■ **Activity**
Please give every record below again exactly, and keep the pictures out.

*** Block opens ***

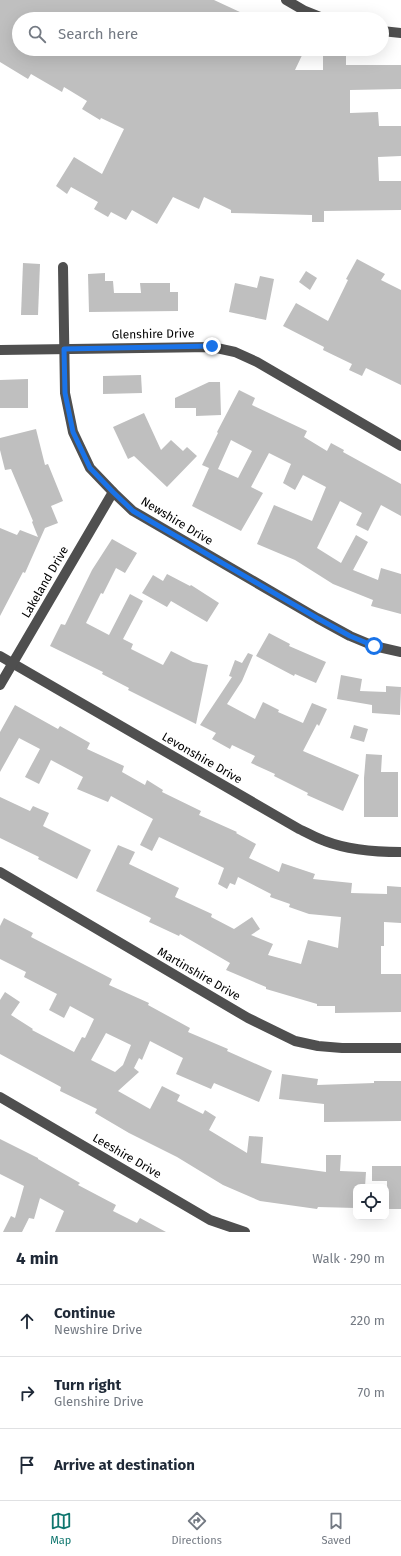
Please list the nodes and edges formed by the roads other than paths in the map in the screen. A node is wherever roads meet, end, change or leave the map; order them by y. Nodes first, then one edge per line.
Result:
1 (286, 0) edge
2 (308, 12) edge
3 (389, 32) edge
4 (401, 33) edge
5 (63, 267) dead end
6 (64, 349) junction
7 (0, 350) edge
8 (401, 446) edge
9 (113, 492) junction
10 (401, 652) edge
11 (0, 656) edge
12 (13, 663) junction
13 (0, 685) edge
14 (401, 852) edge
15 (0, 872) edge
16 (401, 1048) edge
17 (2, 1101) edge
18 (245, 1232) edge

1 - 2 street
3 - 4 street
5 - 6 street, Newshire Drive
6 - 7 street, Glenshire Drive
6 - 8 street, Glenshire Drive
6 - 9 street, Newshire Drive
9 - 10 street, Newshire Drive
9 - 12 street, Lakeland Drive
11 - 12 street, Levonshire Drive
12 - 13 street, Lakeland Drive
12 - 14 street, Levonshire Drive
15 - 16 street, Martinshire Drive
17 - 18 street, Leeshire Drive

*** Block closes ***

■ **Exercise result**
Please list the nodes and edges formed by the roads other than paths in the map in the screen. A node is wherever roads meet, end, change or leave the map; order them by y. Nodes first, then one edge per line.
Result:
1 (286, 0) edge
2 (308, 12) edge
3 (389, 32) edge
4 (401, 33) edge
5 (63, 267) dead end
6 (64, 349) junction
7 (0, 350) edge
8 (401, 446) edge
9 (113, 492) junction
10 (401, 652) edge
11 (0, 656) edge
12 (13, 663) junction
13 (0, 685) edge
14 (401, 852) edge
15 (0, 872) edge
16 (401, 1048) edge
17 (2, 1101) edge
18 (245, 1232) edge

1 - 2 street
3 - 4 street
5 - 6 street, Newshire Drive
6 - 7 street, Glenshire Drive
6 - 8 street, Glenshire Drive
6 - 9 street, Newshire Drive
9 - 10 street, Newshire Drive
9 - 12 street, Lakeland Drive
11 - 12 street, Levonshire Drive
12 - 13 street, Lakeland Drive
12 - 14 street, Levonshire Drive
15 - 16 street, Martinshire Drive
17 - 18 street, Leeshire Drive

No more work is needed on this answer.